LAJ: Do you still go to football with your friends?

SC: Yeah we just went to the NFL game at Wembley. I hang out with my mates and share my experiences with them as much as possible. At the London premier of the Hunger Games this week, all my friends and family will come. It’s a little tradition we have.

LAJ: Speaking of being likeable, you played an absolute monster in The Riot Club. Congratulations on being utterly vile…

SC: Good! It’s the only time I cheer if someone calls me that.

LAJ: Do you think there’s a certain level of privilege that dominates the world you’re in? Maybe it’s in anything creative, it’s easier if you have money to fall back on.

SC: I think for me, honestly, money opens opportunities. I grew up in Norwich, went to a reasonably rough school, had a very, very thick Norfolk accent until I was 18 and started doing youth theatre. I got more heavily involved in that and noticed that actually a lot of the friends I knew in the youth theatre didn’t really have the Norfolk accent even though the youth theatre was based there, so I kind of started to get rid of it. I went to drama school and I’m an amalgamation of all my friends’ different accents, a bit of Norfolk, very posh when I need to, actually the truth is I am from nothing really. The preconception is that the better-educated people do succeed. I have a lot of friends from that world in the industry, and I don’t feel like it changes anyone, but I’ve had very different life experiences. I’ve found actually is that most characters I get asked to read for are more upper class elite, but that’s totally not where I’m from. It’s a tough question because I feel like one way or another I’m going to tread on someone’s toes, I think it’s obvious to the world that there aren’t as many opportunities [for people with less money], because education is so expensive, especially drama school. I was on a scholarship but at the same time I was working as a care-taker as my drama school to pay my way, whereas someone who comes from money doesn’t have to do that, they can focus all their attention on the education and not have to worry about when the paycheck’s coming in or what they’re going to eat for dinner. Comfort, I suppose, is the difference.

LAJ: Did you have a backup plan?

SC: Yeah, I always wanted to go into teaching. I always liked the idea – which is why I got into acting – of inspiring people. My mum was a classroom assistant at my old high school and she always said, “If you can change one child, one mind a year, it makes the whole job worth it”. That always appealed to me. Now I’m an actor, I’m fortunate enough to receive letters from fans that me and my mum sit and read through. [It’s amazing to hear that] I have inspired certain people, especially at my old school for instance, they’re like “Oh my god I can’t believe you’re in movies!” because that was me when I was younger, it was a dream so far-fetched that I never even imagined I could be doing movies.

LAJ: Do you feel that you’re at a stage now where you’ll always get work or do you ever think “Oh shit I might not ever get that again”?

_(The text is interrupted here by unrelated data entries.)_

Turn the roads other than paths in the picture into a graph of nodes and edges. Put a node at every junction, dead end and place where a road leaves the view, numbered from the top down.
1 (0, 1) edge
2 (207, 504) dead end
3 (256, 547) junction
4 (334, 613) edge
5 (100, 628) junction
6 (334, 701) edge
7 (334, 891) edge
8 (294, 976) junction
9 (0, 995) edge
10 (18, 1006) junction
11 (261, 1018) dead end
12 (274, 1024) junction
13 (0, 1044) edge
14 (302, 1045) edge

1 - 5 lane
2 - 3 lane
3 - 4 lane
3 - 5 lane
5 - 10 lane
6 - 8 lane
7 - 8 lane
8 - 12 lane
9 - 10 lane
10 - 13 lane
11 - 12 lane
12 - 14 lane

SC: I only called my agents the other day because I just literally finished another job a couple of weeks ago and I have a few things potentially in the pipeline for next year but nothing’s 100% set in stone. It’s something to constantly worry about! [Laughs] Where I’m at in my career at the moment I feel like I’m between a rock and a hard place. I feel like I’m trying to move forward and play even more interesting roles, but all those parts go to people who are already trustworthy – the Eddie Redmaynes, the Andrew Garfields, the Robert Pattinsons – people who can sell films. Whereas I’m still, in a sense, untested. It’s difficult definitely because the parts that do inspire me will then go to someone better than me.

LAJ: I’m not sure if it’s ‘better’ so much as redefining how people see you. I mean, look at Sienna Miller, she’s totally repackaged herself. Half of the battle is getting other people to see you in a different way.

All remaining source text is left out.